In Schatzker type IV injuries, the medial condyle fracture is often
associated with intracondylar comminution and fragmentation. B.
Coronal reconstruction demonstrates comminution at the intercondylar
eminence and involves the lateral articular surface, which must also be
addressed through surgery. C. Transverse
CT cuts reveal that the apex of the medial condylar fracture is
directed posteromedially. Therefore, the incision should be directed in
this region and the plate positioned along the posteromedial tibial
border.
Fixation is accomplished with a small-fragment buttress
plate located over the apex of the condylar fracture line. An
anteromedial fracture location requires that the anterior pes anserine
tendons be posteromedially reflected in continuity with the superficial
portion of the medial collateral ligament. The plate lies in contact
with the entire metaphyseal surface without entrapping the underlying
soft tissue. If the apex is more medially directed, the inferior margin
of the pes can be reflected anteriorly and a plate positioned on the
posteromedial aspect of the tibia anterior to the medial gastrocnemius
muscle (Fig. 26.12).
When the fracture is located in the posterior aspect of
the knee, a direct exposure of the posterior medial condyle is
accomplished through a posterior approach. The patient is placed prone
and a direct medial incision is placed along the posteromedial border
of the proximal tibia. The exposure is accomplished by lateral
retraction of the medial gastrocnemius and popliteus muscles. This
provides direct visualization of the entire posterior aspect of the
proximal tibia and facilities direct application of a posterior plate (Fig. 26.13) (11).
Schatzker Types V & VI
The complex plateau injuries designated as Schatzker
types V and VI are usually the result of high-energy forces that may
compromise the surrounding soft tissues (Fig. 26.14).

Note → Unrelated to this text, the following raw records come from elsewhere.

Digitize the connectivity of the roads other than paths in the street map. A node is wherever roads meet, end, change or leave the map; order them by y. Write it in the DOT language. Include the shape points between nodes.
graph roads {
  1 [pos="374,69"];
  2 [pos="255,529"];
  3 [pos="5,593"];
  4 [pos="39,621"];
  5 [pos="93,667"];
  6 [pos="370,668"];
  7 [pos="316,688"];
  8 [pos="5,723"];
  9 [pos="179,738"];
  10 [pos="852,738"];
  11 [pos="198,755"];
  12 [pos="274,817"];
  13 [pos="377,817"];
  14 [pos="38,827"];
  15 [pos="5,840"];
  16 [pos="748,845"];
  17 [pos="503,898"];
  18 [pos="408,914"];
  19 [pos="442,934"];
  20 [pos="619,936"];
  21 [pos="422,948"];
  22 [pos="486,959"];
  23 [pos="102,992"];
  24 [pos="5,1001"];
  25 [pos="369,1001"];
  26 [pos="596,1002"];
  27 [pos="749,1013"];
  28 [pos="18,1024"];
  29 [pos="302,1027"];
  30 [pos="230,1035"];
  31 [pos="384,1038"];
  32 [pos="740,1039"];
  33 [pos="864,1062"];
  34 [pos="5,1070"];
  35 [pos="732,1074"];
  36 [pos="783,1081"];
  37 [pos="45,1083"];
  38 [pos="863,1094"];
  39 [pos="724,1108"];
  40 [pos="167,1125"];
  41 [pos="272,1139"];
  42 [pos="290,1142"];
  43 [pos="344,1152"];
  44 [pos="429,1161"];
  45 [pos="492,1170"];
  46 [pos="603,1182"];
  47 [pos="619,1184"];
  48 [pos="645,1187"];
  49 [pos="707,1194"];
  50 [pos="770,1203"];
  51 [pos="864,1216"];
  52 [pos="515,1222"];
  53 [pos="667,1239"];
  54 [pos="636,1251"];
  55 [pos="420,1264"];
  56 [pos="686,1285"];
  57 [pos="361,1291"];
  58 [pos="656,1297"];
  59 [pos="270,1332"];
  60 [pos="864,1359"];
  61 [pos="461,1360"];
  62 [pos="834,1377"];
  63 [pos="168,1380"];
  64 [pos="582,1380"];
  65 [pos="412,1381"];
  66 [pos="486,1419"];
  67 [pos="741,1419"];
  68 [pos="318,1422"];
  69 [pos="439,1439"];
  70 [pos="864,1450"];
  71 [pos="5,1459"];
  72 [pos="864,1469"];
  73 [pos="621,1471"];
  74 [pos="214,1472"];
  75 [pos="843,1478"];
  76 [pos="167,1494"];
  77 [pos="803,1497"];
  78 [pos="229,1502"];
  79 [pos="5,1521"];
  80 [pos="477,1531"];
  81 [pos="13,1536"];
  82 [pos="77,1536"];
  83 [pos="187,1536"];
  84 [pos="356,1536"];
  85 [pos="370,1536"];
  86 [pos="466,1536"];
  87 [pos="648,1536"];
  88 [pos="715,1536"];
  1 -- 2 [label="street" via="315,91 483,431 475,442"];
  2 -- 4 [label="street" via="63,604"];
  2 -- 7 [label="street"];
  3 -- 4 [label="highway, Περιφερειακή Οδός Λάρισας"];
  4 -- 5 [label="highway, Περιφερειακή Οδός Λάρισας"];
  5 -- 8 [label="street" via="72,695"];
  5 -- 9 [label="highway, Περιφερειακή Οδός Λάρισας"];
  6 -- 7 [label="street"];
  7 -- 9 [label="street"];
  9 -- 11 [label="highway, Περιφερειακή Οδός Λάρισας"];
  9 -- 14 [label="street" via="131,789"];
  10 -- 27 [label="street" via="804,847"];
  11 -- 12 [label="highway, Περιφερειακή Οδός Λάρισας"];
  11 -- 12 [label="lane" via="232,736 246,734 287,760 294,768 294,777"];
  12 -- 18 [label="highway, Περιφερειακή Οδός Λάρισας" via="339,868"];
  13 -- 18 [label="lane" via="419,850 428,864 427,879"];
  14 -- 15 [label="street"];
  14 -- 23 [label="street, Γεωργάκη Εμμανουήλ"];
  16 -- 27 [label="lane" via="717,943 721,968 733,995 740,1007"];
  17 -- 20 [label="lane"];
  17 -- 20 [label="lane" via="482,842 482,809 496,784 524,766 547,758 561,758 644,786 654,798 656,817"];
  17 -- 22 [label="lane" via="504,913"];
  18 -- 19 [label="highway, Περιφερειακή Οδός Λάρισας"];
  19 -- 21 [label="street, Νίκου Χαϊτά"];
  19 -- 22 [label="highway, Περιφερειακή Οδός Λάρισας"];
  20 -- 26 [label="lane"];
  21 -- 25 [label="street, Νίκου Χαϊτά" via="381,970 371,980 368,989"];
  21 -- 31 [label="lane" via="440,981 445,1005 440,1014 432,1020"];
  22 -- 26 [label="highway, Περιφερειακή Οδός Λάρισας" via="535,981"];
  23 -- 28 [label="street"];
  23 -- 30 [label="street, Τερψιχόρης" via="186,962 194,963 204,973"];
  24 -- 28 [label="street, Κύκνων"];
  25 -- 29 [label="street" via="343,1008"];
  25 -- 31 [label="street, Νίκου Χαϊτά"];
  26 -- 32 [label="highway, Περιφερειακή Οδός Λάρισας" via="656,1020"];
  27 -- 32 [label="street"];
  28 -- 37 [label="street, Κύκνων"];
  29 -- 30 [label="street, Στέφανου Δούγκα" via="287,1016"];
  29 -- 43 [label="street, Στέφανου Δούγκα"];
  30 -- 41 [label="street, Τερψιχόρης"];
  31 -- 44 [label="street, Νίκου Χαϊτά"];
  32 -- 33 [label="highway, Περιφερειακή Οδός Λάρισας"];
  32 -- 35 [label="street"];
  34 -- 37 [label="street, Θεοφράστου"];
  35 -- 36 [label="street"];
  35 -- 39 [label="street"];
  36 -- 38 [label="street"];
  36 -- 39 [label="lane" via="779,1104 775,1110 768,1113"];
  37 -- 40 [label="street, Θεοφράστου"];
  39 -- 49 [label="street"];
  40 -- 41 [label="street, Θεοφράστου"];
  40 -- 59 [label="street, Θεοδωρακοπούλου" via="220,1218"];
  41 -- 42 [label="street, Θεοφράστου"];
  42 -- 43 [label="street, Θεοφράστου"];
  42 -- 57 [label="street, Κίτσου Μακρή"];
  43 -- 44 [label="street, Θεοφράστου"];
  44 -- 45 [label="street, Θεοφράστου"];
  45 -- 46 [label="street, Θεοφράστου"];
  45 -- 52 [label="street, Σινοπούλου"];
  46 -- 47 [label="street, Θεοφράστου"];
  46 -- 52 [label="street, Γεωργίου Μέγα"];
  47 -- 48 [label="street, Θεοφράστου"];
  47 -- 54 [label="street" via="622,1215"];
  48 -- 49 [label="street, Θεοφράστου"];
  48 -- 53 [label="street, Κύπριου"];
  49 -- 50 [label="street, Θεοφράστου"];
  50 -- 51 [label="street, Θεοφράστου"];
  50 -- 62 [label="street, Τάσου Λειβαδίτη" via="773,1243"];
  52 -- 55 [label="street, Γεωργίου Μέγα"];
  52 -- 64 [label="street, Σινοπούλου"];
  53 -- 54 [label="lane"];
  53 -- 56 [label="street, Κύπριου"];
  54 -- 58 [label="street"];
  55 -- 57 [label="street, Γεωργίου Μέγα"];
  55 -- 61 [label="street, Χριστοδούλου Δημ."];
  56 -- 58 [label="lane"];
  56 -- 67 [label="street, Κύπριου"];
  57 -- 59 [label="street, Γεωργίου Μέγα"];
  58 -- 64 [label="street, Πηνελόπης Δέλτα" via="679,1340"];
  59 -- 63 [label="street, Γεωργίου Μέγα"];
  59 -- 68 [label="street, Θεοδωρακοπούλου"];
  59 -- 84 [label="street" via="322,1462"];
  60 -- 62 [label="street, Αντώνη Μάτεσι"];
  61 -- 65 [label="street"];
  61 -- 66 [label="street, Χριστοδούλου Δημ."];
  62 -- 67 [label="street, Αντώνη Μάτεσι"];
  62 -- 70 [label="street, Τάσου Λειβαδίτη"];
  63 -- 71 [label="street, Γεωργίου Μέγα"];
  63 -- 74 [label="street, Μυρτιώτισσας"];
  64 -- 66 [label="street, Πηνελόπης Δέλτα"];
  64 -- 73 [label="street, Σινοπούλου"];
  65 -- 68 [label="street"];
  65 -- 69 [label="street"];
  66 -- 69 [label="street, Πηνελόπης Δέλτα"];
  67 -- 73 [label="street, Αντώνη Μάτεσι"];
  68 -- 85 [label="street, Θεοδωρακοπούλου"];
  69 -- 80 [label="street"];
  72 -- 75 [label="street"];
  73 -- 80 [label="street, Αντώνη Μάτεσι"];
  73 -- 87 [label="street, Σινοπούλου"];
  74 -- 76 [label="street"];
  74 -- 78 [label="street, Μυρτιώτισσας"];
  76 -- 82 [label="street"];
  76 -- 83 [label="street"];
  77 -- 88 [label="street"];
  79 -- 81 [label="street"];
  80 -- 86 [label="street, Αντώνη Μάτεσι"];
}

A staged approach is usually required for successful treatment of these
injury patterns (5,7,8). Bridging external fixators should be applied
rapidly to restore length and stability. Distraction CT or MRI scans
are much more valuable after application of a bridging external
fixator. Careful preoperative planning is required and definitive
surgery is not undertaken until the soft tissues have recovered. In
many cases, surgery may be delayed for 2 or 3 weeks while soft tissues
heal (Fig. 26.15).
With the development of precontoured low-profile
implants, the necessity for extensile exposure of the upper tibia can
be minimized. The routine use of both a medial and lateral plate has
also decreased because of the development of locking plates, which
allow the stabilization of many medial-condylar fragments from the
lateral side alone. In addition, many of these newer implant systems
are designed for percutaneous insertion and thus extensile approaches
can be avoided.
Schatzker V and VI fractures are frequently comminuted,
and the shaft is displaced from the metaphysis. Many locked-plating
systems can stabilize the metaphyseal diaphyseal fracture through
indirect percutaneous techniques in which one or two femoral
distractors maintain the reduction. Large, percutaneously applied,
reduction forceps may reduce or improve the position of the
intercondylar fracture lines. Based upon preoperative imaging studies,
articular impaction is elevated through the surgeon’s use of cortical
windows placed either medially or laterally in the subcondylar regions.
The universal lateral approach is utilized to expose the
proximal aspect of the lateral condyle. Cannulated or 3.5-mm screws can
be used to secure the intercondylar reduction after which the condyles
must be attached to the tibial shaft. If the soft tissues allow, a
locking plate can be slid in a submuscular fashion along the lateral
aspect of the shaft. The locking plates are designed to bridge the zone
of comminution at the diametaphyseal junction. Many of these implant
systems have outriggers that are used to place screws into the distal
portions of the plate via small percutaneous incisions (Fig. 26.16)
(16). If the condylar fracture fragments are not comminuted and the
condyles are well reduced, the medial condyle can be controlled with a
laterally based locking plate with locked screws. However, coronal
splits of the posterior aspect of the medial condyle cannot be
stabilized with a lateral plate alone and require independent fixation.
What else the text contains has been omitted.